Bounding box coordinate data
>>>>>

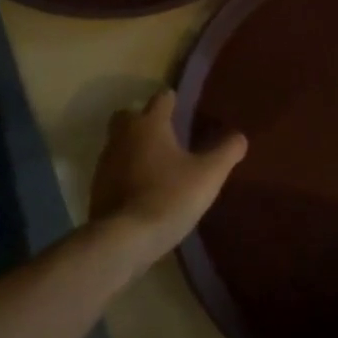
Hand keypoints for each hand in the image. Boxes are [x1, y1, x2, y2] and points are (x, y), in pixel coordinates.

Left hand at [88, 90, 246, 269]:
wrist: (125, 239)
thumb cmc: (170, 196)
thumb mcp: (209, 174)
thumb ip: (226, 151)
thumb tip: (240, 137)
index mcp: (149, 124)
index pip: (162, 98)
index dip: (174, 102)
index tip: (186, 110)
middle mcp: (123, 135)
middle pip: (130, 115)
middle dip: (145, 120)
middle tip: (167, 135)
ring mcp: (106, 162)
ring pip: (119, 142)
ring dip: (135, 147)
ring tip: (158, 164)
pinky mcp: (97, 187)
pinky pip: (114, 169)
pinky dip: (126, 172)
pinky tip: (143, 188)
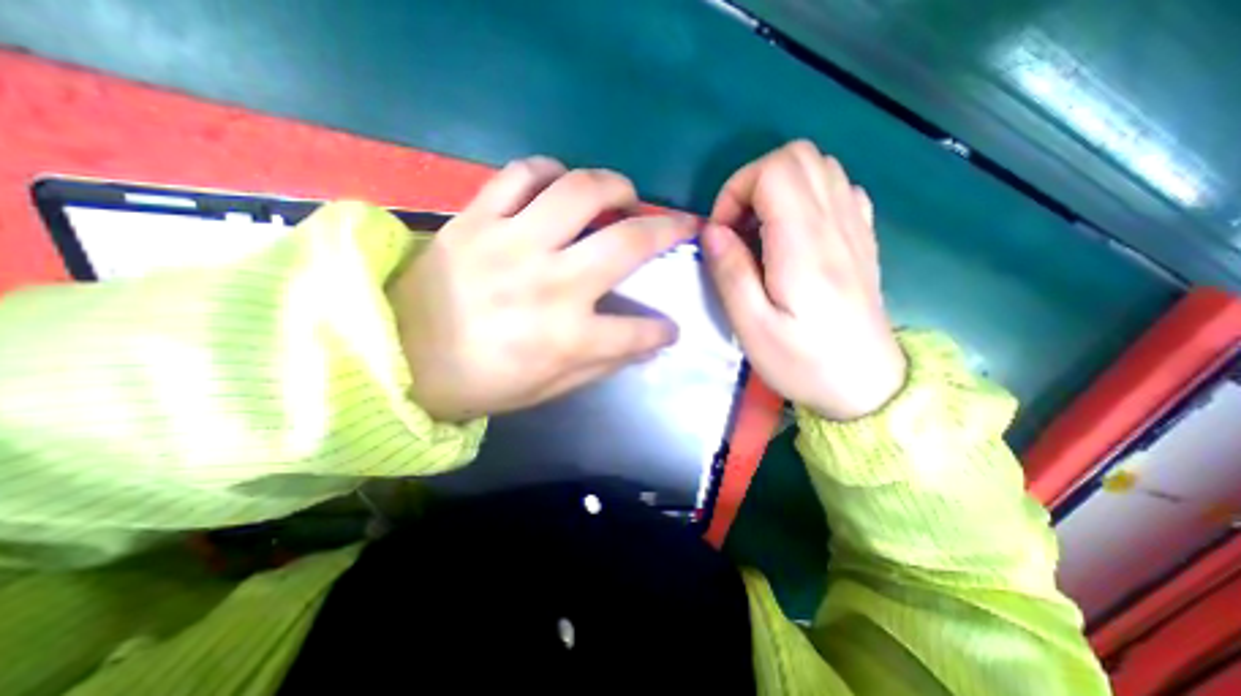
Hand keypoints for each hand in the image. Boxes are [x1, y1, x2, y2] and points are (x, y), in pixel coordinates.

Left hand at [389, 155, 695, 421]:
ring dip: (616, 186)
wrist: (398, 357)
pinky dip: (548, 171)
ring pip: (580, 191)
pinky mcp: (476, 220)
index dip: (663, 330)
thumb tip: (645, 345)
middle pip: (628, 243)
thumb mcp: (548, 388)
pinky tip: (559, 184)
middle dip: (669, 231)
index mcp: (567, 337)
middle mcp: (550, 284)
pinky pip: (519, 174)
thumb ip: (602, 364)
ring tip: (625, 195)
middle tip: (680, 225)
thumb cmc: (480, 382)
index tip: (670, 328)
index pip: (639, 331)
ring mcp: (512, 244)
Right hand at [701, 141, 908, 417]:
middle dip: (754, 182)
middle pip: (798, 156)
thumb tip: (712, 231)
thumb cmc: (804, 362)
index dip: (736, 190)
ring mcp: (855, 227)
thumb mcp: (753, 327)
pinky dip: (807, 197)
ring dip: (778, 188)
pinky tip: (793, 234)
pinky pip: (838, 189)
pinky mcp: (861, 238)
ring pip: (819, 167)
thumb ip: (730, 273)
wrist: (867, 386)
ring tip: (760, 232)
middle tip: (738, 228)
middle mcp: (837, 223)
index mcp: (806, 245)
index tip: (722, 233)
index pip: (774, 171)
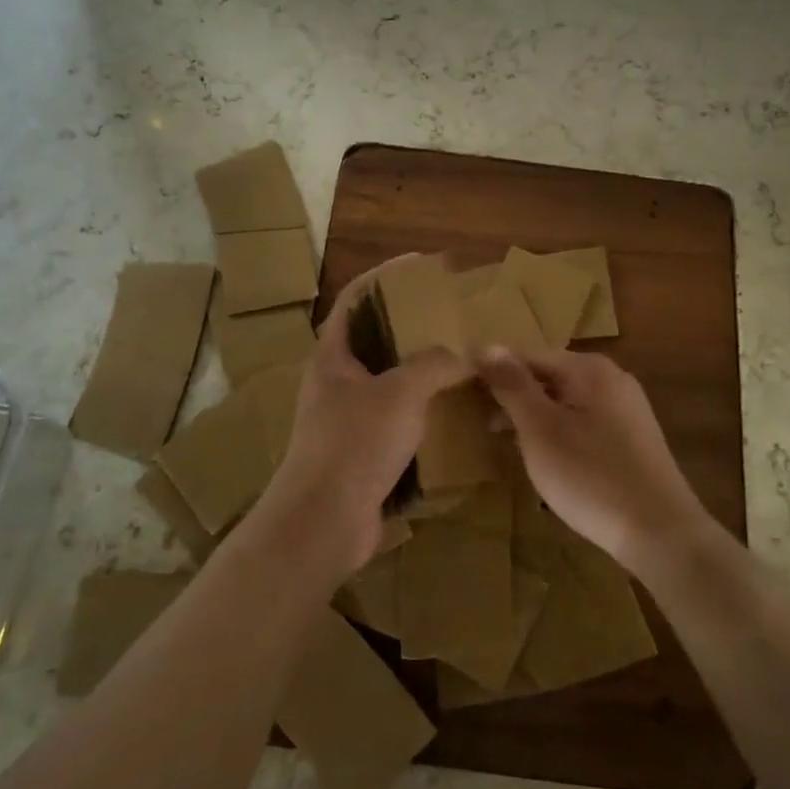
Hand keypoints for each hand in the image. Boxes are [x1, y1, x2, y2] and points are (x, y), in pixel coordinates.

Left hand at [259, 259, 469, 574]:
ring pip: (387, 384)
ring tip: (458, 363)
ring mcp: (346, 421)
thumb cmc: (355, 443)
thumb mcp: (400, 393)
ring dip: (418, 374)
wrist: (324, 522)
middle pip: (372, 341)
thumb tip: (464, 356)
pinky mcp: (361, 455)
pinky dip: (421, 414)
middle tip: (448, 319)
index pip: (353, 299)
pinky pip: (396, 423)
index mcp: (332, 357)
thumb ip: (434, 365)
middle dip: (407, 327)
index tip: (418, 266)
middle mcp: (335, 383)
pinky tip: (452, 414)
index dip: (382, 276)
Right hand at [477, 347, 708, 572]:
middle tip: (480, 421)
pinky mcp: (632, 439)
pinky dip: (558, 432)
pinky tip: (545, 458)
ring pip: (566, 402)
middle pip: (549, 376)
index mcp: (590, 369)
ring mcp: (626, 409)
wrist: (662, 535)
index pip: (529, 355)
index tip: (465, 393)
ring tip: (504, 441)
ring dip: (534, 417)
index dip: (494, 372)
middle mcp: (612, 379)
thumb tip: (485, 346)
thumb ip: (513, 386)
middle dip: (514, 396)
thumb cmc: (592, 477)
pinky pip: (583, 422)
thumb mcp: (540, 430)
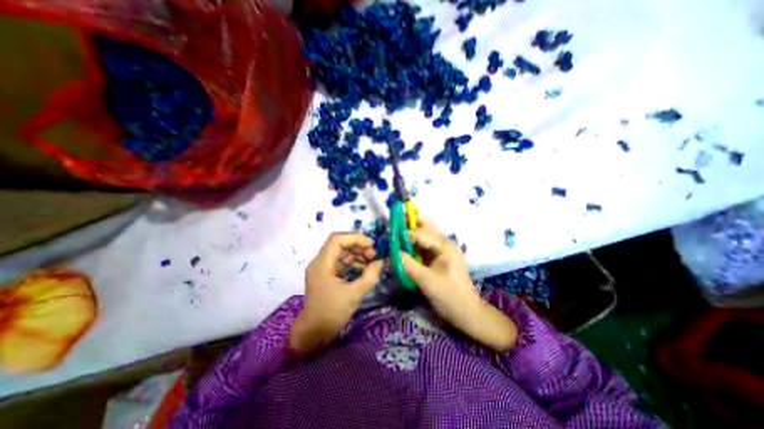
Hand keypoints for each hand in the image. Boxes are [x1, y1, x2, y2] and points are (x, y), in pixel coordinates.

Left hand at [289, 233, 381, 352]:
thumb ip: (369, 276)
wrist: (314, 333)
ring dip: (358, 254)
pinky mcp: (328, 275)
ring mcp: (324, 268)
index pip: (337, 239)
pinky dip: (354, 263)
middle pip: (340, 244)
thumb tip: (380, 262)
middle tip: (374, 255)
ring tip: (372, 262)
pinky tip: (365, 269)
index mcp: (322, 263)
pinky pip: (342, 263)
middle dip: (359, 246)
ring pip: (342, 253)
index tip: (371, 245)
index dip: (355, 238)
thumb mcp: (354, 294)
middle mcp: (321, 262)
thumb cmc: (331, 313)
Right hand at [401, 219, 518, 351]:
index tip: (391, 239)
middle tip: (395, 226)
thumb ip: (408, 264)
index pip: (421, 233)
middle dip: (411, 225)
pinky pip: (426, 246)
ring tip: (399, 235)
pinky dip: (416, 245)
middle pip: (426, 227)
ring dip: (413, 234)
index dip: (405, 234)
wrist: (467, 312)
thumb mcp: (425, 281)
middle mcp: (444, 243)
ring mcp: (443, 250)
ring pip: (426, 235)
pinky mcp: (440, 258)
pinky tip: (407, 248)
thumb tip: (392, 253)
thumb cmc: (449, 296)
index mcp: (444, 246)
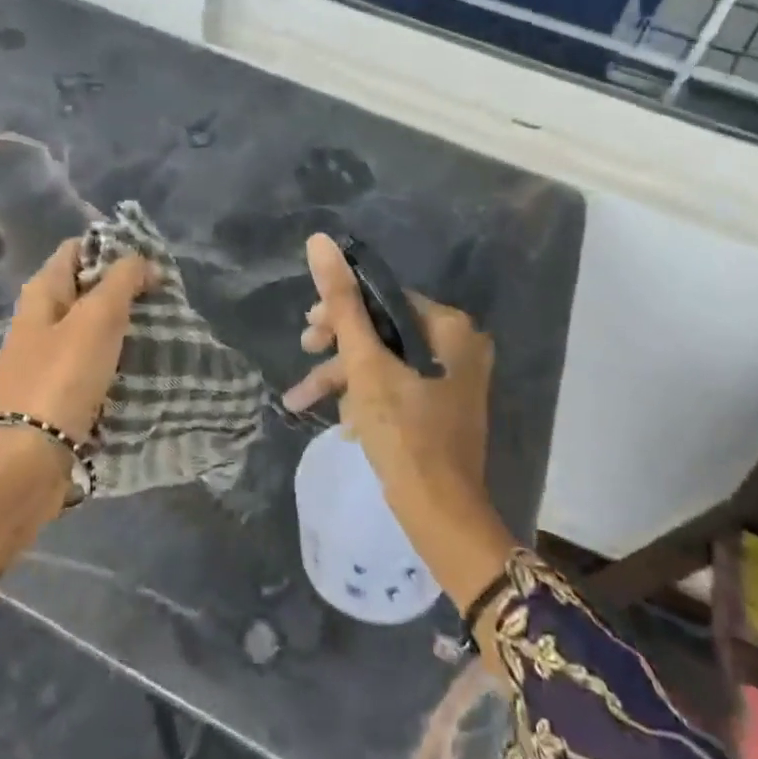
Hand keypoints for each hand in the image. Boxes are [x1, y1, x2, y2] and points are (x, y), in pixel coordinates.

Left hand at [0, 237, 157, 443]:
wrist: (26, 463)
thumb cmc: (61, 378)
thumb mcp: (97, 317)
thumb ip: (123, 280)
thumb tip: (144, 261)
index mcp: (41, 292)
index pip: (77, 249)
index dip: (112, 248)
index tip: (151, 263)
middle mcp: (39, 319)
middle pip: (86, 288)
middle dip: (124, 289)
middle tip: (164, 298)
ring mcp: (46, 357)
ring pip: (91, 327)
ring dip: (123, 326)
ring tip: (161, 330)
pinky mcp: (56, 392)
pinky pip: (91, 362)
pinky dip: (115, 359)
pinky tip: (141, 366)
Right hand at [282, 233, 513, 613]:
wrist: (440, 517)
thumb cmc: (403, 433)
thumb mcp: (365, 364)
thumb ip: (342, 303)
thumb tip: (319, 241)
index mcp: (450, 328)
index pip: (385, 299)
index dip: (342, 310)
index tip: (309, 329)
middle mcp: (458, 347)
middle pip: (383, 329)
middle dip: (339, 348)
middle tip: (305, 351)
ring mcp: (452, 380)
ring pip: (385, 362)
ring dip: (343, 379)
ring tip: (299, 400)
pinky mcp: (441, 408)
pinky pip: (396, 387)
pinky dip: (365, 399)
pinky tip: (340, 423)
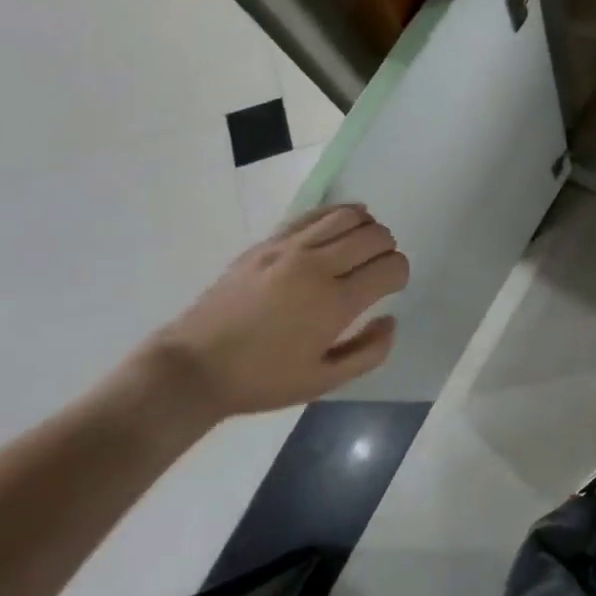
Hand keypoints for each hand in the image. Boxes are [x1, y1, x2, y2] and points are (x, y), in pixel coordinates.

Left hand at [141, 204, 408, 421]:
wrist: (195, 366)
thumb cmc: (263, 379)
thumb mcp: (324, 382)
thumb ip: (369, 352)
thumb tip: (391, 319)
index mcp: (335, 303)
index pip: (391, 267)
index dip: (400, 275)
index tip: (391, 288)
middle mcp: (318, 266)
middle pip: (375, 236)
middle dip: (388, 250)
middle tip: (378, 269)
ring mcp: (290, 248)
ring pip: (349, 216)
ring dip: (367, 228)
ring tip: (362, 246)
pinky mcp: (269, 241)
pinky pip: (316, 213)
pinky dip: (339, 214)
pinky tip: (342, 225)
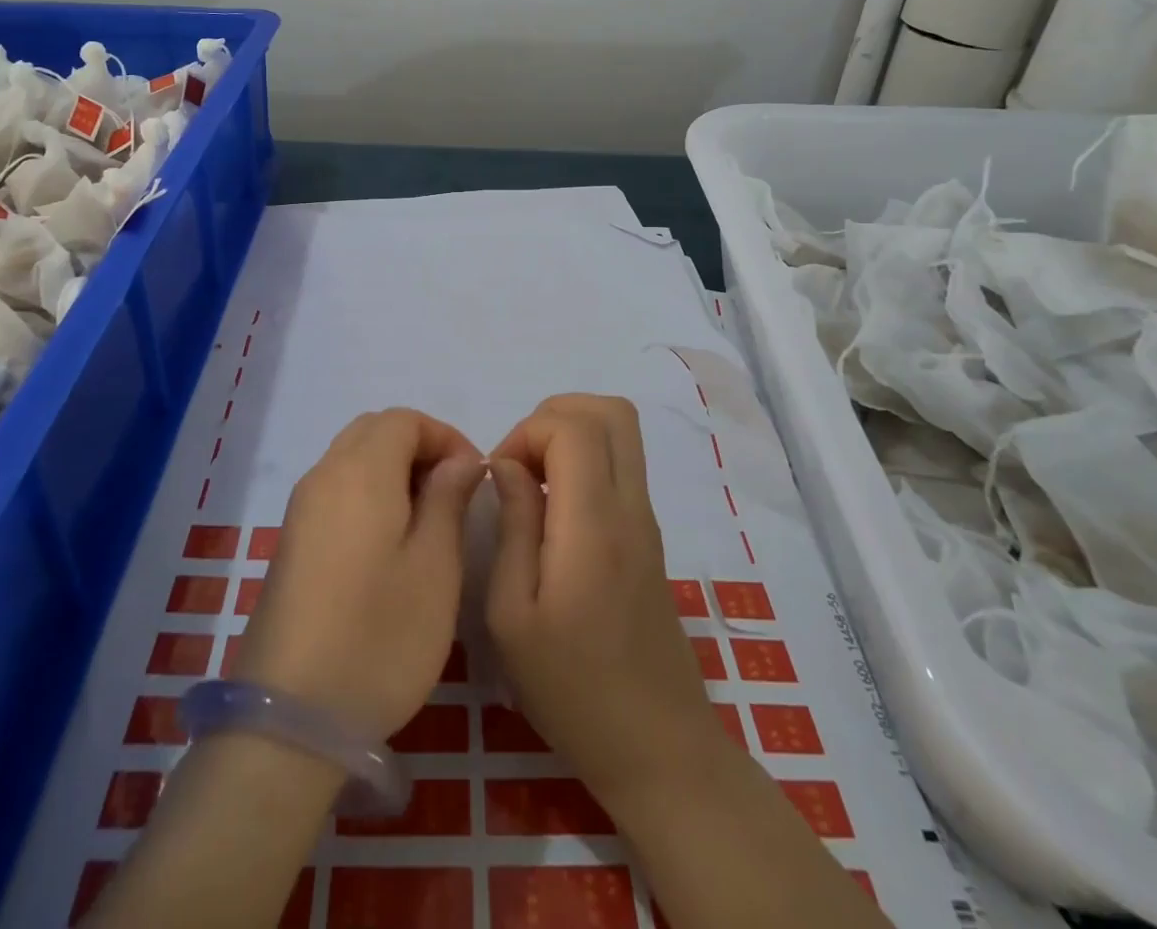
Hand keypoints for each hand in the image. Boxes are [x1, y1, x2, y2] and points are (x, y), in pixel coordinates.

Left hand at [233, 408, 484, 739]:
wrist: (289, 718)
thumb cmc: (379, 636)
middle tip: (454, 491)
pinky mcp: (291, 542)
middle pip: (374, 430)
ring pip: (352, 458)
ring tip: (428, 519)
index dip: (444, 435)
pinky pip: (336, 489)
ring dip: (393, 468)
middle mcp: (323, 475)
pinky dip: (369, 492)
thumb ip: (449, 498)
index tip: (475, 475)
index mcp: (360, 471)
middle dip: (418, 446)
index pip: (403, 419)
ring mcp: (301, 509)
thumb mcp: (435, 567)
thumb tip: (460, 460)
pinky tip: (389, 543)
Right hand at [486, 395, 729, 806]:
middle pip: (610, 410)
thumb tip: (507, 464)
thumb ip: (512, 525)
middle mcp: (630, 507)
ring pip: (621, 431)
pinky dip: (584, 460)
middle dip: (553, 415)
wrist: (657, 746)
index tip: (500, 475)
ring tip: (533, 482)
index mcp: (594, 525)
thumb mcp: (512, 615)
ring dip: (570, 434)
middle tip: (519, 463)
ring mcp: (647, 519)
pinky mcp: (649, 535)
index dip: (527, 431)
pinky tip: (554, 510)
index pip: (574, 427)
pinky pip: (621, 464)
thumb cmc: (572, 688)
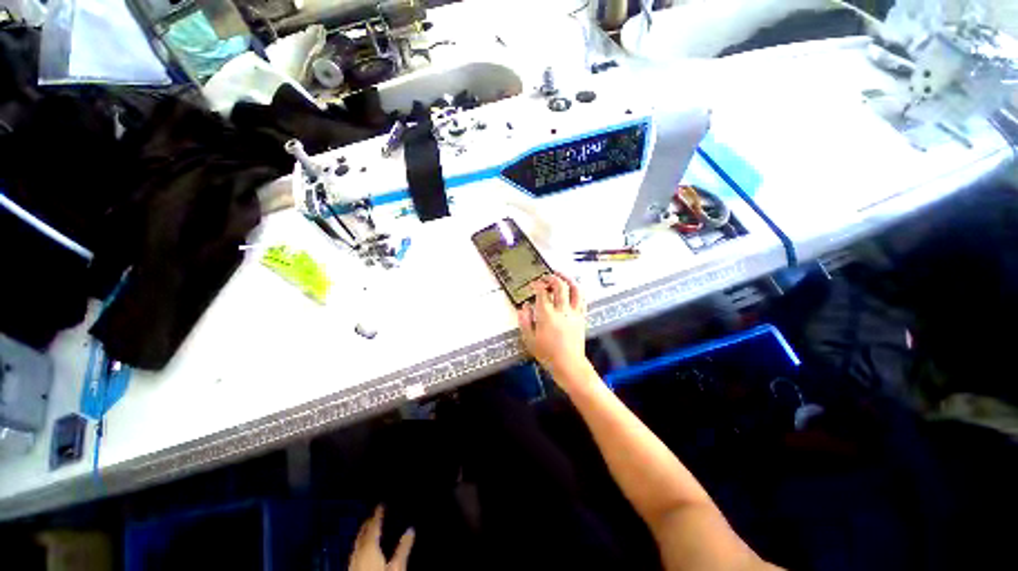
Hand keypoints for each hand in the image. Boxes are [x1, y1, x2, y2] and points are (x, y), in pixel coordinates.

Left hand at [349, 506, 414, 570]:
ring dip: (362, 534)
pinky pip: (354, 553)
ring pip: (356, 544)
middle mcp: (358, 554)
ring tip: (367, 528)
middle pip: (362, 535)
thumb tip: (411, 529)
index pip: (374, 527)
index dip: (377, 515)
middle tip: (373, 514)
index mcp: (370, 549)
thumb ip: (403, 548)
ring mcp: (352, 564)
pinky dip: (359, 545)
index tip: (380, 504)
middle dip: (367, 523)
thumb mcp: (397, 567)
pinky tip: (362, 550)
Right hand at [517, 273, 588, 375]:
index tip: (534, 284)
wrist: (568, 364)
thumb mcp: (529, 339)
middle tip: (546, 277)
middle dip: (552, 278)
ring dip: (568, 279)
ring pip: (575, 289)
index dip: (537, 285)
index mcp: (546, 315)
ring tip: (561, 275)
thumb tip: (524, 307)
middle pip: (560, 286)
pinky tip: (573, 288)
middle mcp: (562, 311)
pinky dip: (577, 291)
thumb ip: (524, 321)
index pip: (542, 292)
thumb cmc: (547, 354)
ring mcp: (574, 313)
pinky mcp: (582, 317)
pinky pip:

<<<<<

> [Exercise brief]
Leave the pictures out, then output exactly the lines from the "pinky tip: (554, 510)" line through the end of the records above, and no others.

> [Result]
pinky tip: (554, 510)
index pip: (574, 427)
pinky pip: (621, 464)
thumb cmc: (572, 688)
Hand keypoints for each hand in the image. Boxes are [x1, y1, x2, y2] and points are (x, y), in pixel coordinates.

Left hand at [349, 506, 414, 570]:
ring dip: (362, 534)
pinky pip: (354, 553)
ring pip: (356, 544)
middle mcp: (358, 554)
ring tip: (367, 528)
middle pip: (362, 535)
thumb tip: (411, 529)
index pip: (374, 527)
index dip: (377, 515)
middle tip: (373, 514)
index mcp: (370, 549)
thumb ip: (403, 548)
ring mcp: (352, 564)
pinky dip: (359, 545)
index tip: (380, 504)
middle dip: (367, 523)
thumb mcp: (397, 567)
pinky tip: (362, 550)
Right hand at [517, 273, 588, 375]:
index tip: (534, 284)
wrist: (568, 364)
thumb mcp: (529, 339)
middle tip: (546, 277)
middle dip: (552, 278)
ring dip: (568, 279)
ring pip: (575, 289)
index dip: (537, 285)
index mcp: (546, 315)
ring tip: (561, 275)
thumb tip: (524, 307)
middle pip: (560, 286)
pinky tip: (573, 288)
middle mcp: (562, 311)
pinky dip: (577, 291)
thumb ip: (524, 321)
index pip: (542, 292)
thumb cmc: (547, 354)
ring mcp: (574, 313)
pinky mcp: (582, 317)
pinky pip:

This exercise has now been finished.